At a butcher's stall a woman stood speculating on sausage for dinner. As I passed her she looked up at me. She had but one tooth in the front of her head. I had become so nervous and easily affected in the last few days that the woman's face made a loathsome impression upon me. The long yellow snag looked like a little finger pointing out of her gum, and her gaze was still full of sausage as she turned it upon me. I immediately lost all appetite, and a feeling of nausea came over me. When I reached the market- place I went to the fountain and drank a little. I looked up; the dial marked ten on Our Saviour's tower.
I went on through the streets, listlessly, without troubling myself about anything at all, stopped aimlessly at a corner, turned off into a side street without having any errand there. I simply let myself go, wandered about in the pleasant morning, swinging myself care-free to and fro amongst other happy human beings. This air was clear and bright and my mind too was without a shadow.

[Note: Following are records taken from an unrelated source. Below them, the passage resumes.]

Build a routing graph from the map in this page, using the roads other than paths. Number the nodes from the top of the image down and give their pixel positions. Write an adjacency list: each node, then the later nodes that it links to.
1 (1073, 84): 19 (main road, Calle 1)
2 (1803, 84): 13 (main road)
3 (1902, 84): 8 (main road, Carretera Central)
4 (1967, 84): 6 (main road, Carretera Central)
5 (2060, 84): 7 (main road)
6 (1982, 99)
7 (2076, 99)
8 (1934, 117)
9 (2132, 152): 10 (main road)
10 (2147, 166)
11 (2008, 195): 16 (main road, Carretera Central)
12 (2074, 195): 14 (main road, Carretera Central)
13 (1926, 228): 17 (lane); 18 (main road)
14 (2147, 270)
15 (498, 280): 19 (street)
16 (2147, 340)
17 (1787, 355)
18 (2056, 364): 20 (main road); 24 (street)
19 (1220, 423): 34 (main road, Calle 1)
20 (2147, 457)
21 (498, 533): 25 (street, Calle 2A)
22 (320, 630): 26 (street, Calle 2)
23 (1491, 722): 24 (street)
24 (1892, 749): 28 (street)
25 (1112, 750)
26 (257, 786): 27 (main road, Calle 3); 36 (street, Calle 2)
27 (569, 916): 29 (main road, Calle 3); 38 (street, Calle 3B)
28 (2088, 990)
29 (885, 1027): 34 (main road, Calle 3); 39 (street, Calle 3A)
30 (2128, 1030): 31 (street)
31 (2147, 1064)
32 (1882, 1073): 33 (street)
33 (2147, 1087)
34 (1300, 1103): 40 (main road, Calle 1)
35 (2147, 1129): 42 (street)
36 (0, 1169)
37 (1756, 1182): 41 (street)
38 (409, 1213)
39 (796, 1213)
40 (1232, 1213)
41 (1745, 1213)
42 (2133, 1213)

For quite ten minutes I had had an old lame man ahead of me. He carried a bundle in one hand and exerted his whole body, using all his strength in his endeavors to get along speedily. I could hear how he panted from the exertion, and it occurred to me that I might offer to bear his bundle for him, but yet I made no effort to overtake him. Up in Graendsen I met Hans Pauli, who nodded and hurried past me. Why was he in such a hurry? I had not the slightest intention of asking him for a shilling, and, more than that, I intended at the very first opportunity to return him a blanket which I had borrowed from him some weeks before.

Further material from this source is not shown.